The young newly-married couple in Ian McEwan’s ‘On Chesil Beach’, Florence and Edward, don’t even have that much going for them. They meet by chance one day in 1961, a year before their marriage, and are led by their immaturity, their unrealistic hopes for life in general, their wishful ideas of each other and, most of all, by the culture which had reared and shape them, to take this momentous step.
The ‘onstage’ part of the novel (or novella; it’s 166 pages) deals with their disastrous wedding-night, and the rest (very skilfully interwoven) with their separate lives up to their meeting and the time after their separation.
I wouldn’t have called myself a big McEwan fan until I read this but I’m fairly well converted by it. Especially entertaining and deft is the way the central action is moved in and out of the spotlight and the accuracy of the social observations, particularly regarding youngsters who were neither children nor adults.
McEwan constantly reminds us that the authorial voice is looking back from the present:
This was not a good moment in the history of English cuisine
being a typically ironic example. And then a few pages later:
This was still the era – it would end later in that famous
decade – when to be young was a social encumbrance,
a mark of irrelevance, a faintly embarrassing condition
for which marriage was the beginning of a cure. Almost
strangers, they stood, strangely together, on a new pinnacle
of existence, gleeful that their new status promised to promote
them out of their endless youth....
A big point is being indicated here. In an age when an almost religious significance is assigned to personal autonomy, individualism and, especially, the desirability of choice, the notion of ‘arranged’ marriages seems to many people exotic and slightly distasteful. But surely, all marriages are arranged, McEwan is suggesting, by cultural, psychological and social forces largely beyond the individual’s knowledge or control.
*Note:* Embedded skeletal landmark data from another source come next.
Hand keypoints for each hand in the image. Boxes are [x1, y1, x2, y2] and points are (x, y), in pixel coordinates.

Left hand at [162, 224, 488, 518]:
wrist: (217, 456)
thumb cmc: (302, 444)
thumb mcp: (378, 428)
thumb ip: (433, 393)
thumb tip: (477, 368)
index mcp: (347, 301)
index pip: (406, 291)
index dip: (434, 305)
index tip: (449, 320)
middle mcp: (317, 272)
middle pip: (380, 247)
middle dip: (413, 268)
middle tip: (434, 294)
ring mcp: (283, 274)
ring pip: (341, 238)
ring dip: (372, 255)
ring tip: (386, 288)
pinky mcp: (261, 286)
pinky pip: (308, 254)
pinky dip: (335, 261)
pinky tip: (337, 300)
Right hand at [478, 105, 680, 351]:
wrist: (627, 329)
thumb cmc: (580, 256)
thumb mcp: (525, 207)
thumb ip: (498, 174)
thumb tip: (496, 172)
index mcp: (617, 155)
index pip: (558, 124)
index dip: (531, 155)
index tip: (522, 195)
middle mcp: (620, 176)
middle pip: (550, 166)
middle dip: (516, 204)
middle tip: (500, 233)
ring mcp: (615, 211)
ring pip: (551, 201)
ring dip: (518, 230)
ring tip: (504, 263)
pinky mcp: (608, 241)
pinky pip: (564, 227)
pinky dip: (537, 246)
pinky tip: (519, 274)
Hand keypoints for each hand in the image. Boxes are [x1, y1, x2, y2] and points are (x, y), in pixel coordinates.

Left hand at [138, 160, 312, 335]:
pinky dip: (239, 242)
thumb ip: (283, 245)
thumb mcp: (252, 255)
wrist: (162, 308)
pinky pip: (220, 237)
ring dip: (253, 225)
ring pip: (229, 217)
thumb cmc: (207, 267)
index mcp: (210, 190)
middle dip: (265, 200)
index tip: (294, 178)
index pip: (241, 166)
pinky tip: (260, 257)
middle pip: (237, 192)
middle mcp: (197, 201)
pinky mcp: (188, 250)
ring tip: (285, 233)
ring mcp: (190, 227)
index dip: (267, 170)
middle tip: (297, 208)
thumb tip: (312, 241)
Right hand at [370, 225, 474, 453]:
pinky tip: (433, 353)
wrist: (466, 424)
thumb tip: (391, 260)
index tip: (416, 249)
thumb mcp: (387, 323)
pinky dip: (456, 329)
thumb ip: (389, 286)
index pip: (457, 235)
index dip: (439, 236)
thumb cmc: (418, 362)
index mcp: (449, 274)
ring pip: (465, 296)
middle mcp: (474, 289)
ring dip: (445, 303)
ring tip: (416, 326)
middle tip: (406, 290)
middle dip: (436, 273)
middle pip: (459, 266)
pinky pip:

In one way, the couple escape an enduring tragedy by effectively ending their marriage on this first night. But how wonderfully different the following decades could have developed, it is hinted, if on that night the right language had been learnt and understood by either or both of them. Just as every lasting relationship is the result of an infinite number of tiny threads of circumstance coming together at just the right moment, so whole other possible lives could be randomly extinguished by chances equally slight and contingent.
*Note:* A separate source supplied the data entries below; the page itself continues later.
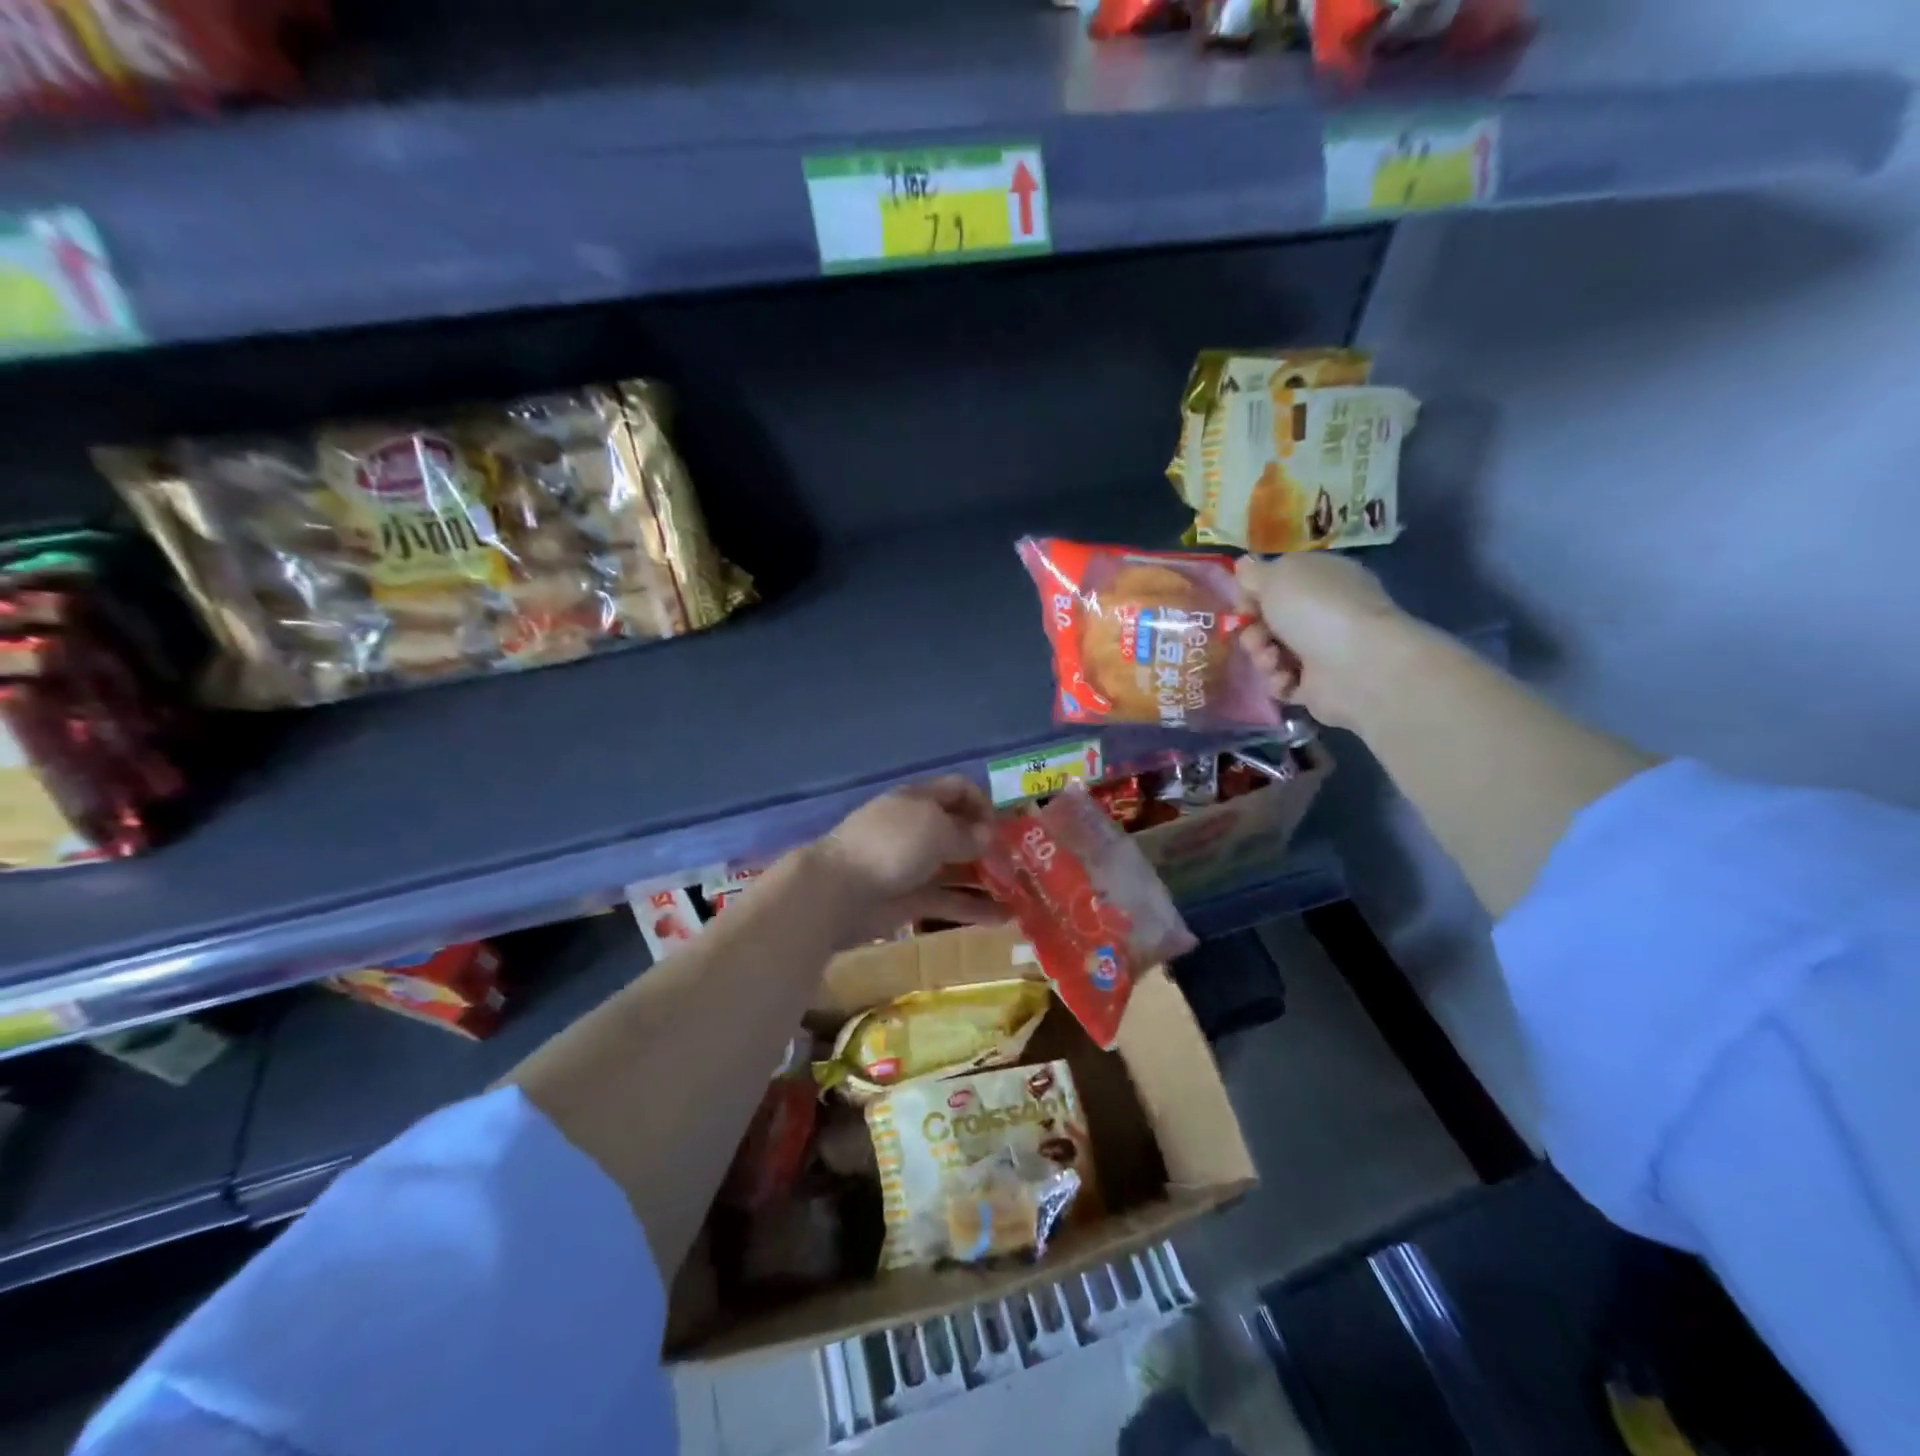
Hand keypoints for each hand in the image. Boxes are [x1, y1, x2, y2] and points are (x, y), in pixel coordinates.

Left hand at [813, 777, 1003, 944]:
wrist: (838, 890)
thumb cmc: (891, 846)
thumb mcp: (936, 830)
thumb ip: (969, 835)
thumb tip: (990, 839)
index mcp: (920, 800)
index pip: (959, 790)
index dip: (985, 804)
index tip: (1005, 828)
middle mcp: (919, 829)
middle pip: (962, 832)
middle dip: (992, 847)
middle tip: (1022, 867)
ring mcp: (913, 865)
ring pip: (958, 869)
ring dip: (989, 881)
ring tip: (1021, 896)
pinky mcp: (910, 899)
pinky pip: (949, 901)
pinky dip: (974, 908)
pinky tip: (1003, 919)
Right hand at [1235, 552, 1409, 728]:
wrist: (1358, 665)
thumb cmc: (1316, 610)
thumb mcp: (1278, 576)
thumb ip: (1254, 573)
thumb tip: (1244, 566)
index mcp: (1321, 578)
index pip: (1278, 584)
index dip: (1253, 595)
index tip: (1243, 606)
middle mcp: (1324, 612)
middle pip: (1270, 621)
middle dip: (1253, 631)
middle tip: (1256, 637)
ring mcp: (1323, 650)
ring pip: (1271, 652)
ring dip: (1261, 657)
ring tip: (1271, 660)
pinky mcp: (1319, 685)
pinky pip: (1283, 682)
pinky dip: (1278, 681)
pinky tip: (1286, 678)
There is a superb image in the first chapter, which is recalled again at the end of the book:
…..thousands of years of pounding storms had sifted and
graded the sizes of pebbles along the eighteen miles of beach,
with the bigger stones at the eastern end. The legend was that
local fishermen landing at night knew exactly they were by the
grade of shingle.
Now, if what’s being said here is that no one should marry anyone else who’s too far away on the beach, either east or west, then I think I’m inclined to agree. In one of my comedy routines I recount the problems of a man marrying a woman who is 1.8 social classes above him (‘….not 2….no one can do 2.’) It is not a happy experience for either of them.
And while I’m pushing my own stuff, he’s a few very apposite lines from my story ‘New Departures’
Their marriage had been the usual catastrophe: each of them
had married the person they thought the other was, or should
have been. Then each had tried to become the person they
thought the other had thought they had married. So that the
couple everyone knew as Cathy-and-Tim were really pretend-
Cathy and pretend-Tim. Then the pretend-people tried to adjust
to what they thought the other pretend-person expected and/or
wanted. So each of them became a pretend-pretend-person.
It isn’t easy living in a story-within-a-story-within-a-story.